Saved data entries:

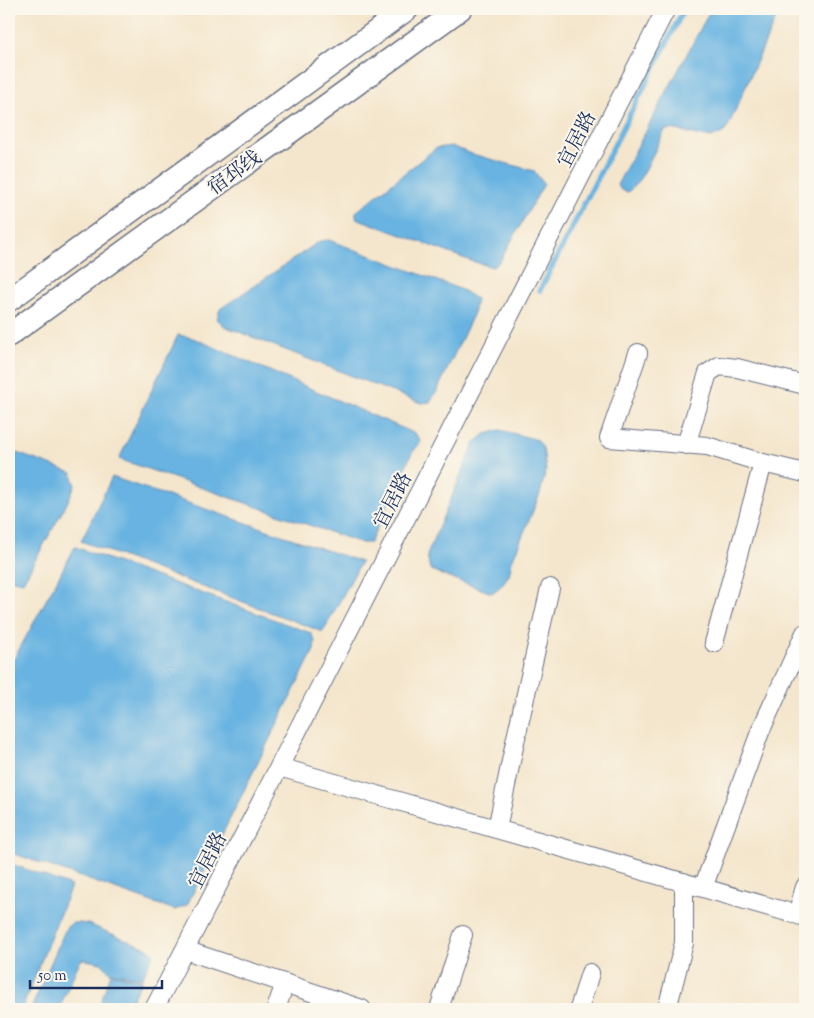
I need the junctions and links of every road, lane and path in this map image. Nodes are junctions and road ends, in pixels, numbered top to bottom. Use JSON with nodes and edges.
{"nodes":[{"id":1,"x":407,"y":9,"type":"edge"},
{"id":2,"x":460,"y":9,"type":"edge"},
{"id":3,"x":666,"y":9,"type":"edge"},
{"id":4,"x":9,"y":300,"type":"edge"},
{"id":5,"x":9,"y":335,"type":"edge"},
{"id":6,"x":638,"y":353,"type":"dead end"},
{"id":7,"x":805,"y":385,"type":"edge"},
{"id":8,"x":686,"y":445,"type":"junction"},
{"id":9,"x":763,"y":463,"type":"junction"},
{"id":10,"x":805,"y":472,"type":"edge"},
{"id":11,"x":550,"y":588,"type":"dead end"},
{"id":12,"x":805,"y":633,"type":"edge"},
{"id":13,"x":714,"y":643,"type":"dead end"},
{"id":14,"x":279,"y":767,"type":"junction"},
{"id":15,"x":497,"y":829,"type":"junction"},
{"id":16,"x":684,"y":882,"type":"junction"},
{"id":17,"x":805,"y":887,"type":"edge"},
{"id":18,"x":703,"y":888,"type":"junction"},
{"id":19,"x":801,"y":915,"type":"edge"},
{"id":20,"x":463,"y":934,"type":"dead end"},
{"id":21,"x":185,"y":950,"type":"junction"},
{"id":22,"x":590,"y":973,"type":"dead end"},
{"id":23,"x":286,"y":983,"type":"junction"},
{"id":24,"x":154,"y":1009,"type":"edge"},
{"id":25,"x":276,"y":1009,"type":"edge"},
{"id":26,"x":362,"y":1009,"type":"edge"},
{"id":27,"x":439,"y":1009,"type":"edge"},
{"id":28,"x":579,"y":1009,"type":"edge"},
{"id":29,"x":667,"y":1009,"type":"edge"}],
"edges":[{"from":1,"to":4,"type":"main road","name":"宿邳线"},
{"from":2,"to":5,"type":"main road","name":"宿邳线"},
{"from":3,"to":14,"type":"street","name":"宜居路"},
{"from":6,"to":8,"type":"street"},
{"from":7,"to":8,"type":"street"},
{"from":8,"to":9,"type":"street"},
{"from":9,"to":10,"type":"street"},
{"from":9,"to":13,"type":"street"},
{"from":11,"to":15,"type":"street"},
{"from":12,"to":18,"type":"street"},
{"from":14,"to":15,"type":"street"},
{"from":14,"to":21,"type":"street","name":"宜居路"},
{"from":15,"to":16,"type":"street"},
{"from":16,"to":18,"type":"street"},
{"from":16,"to":29,"type":"street"},
{"from":17,"to":19,"type":"street"},
{"from":18,"to":19,"type":"street"},
{"from":20,"to":27,"type":"street"},
{"from":21,"to":23,"type":"street"},
{"from":21,"to":24,"type":"street","name":"宜居路"},
{"from":22,"to":28,"type":"street"},
{"from":23,"to":25,"type":"street"},
{"from":23,"to":26,"type":"street"}]}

THE TASK
Produce a word-for-word copy of the records, omitting all images.

REPLY
I need the junctions and links of every road, lane and path in this map image. Nodes are junctions and road ends, in pixels, numbered top to bottom. Use JSON with nodes and edges.
{"nodes":[{"id":1,"x":407,"y":9,"type":"edge"},
{"id":2,"x":460,"y":9,"type":"edge"},
{"id":3,"x":666,"y":9,"type":"edge"},
{"id":4,"x":9,"y":300,"type":"edge"},
{"id":5,"x":9,"y":335,"type":"edge"},
{"id":6,"x":638,"y":353,"type":"dead end"},
{"id":7,"x":805,"y":385,"type":"edge"},
{"id":8,"x":686,"y":445,"type":"junction"},
{"id":9,"x":763,"y":463,"type":"junction"},
{"id":10,"x":805,"y":472,"type":"edge"},
{"id":11,"x":550,"y":588,"type":"dead end"},
{"id":12,"x":805,"y":633,"type":"edge"},
{"id":13,"x":714,"y":643,"type":"dead end"},
{"id":14,"x":279,"y":767,"type":"junction"},
{"id":15,"x":497,"y":829,"type":"junction"},
{"id":16,"x":684,"y":882,"type":"junction"},
{"id":17,"x":805,"y":887,"type":"edge"},
{"id":18,"x":703,"y":888,"type":"junction"},
{"id":19,"x":801,"y":915,"type":"edge"},
{"id":20,"x":463,"y":934,"type":"dead end"},
{"id":21,"x":185,"y":950,"type":"junction"},
{"id":22,"x":590,"y":973,"type":"dead end"},
{"id":23,"x":286,"y":983,"type":"junction"},
{"id":24,"x":154,"y":1009,"type":"edge"},
{"id":25,"x":276,"y":1009,"type":"edge"},
{"id":26,"x":362,"y":1009,"type":"edge"},
{"id":27,"x":439,"y":1009,"type":"edge"},
{"id":28,"x":579,"y":1009,"type":"edge"},
{"id":29,"x":667,"y":1009,"type":"edge"}],
"edges":[{"from":1,"to":4,"type":"main road","name":"宿邳线"},
{"from":2,"to":5,"type":"main road","name":"宿邳线"},
{"from":3,"to":14,"type":"street","name":"宜居路"},
{"from":6,"to":8,"type":"street"},
{"from":7,"to":8,"type":"street"},
{"from":8,"to":9,"type":"street"},
{"from":9,"to":10,"type":"street"},
{"from":9,"to":13,"type":"street"},
{"from":11,"to":15,"type":"street"},
{"from":12,"to":18,"type":"street"},
{"from":14,"to":15,"type":"street"},
{"from":14,"to":21,"type":"street","name":"宜居路"},
{"from":15,"to":16,"type":"street"},
{"from":16,"to":18,"type":"street"},
{"from":16,"to":29,"type":"street"},
{"from":17,"to":19,"type":"street"},
{"from":18,"to":19,"type":"street"},
{"from":20,"to":27,"type":"street"},
{"from":21,"to":23,"type":"street"},
{"from":21,"to":24,"type":"street","name":"宜居路"},
{"from":22,"to":28,"type":"street"},
{"from":23,"to":25,"type":"street"},
{"from":23,"to":26,"type":"street"}]}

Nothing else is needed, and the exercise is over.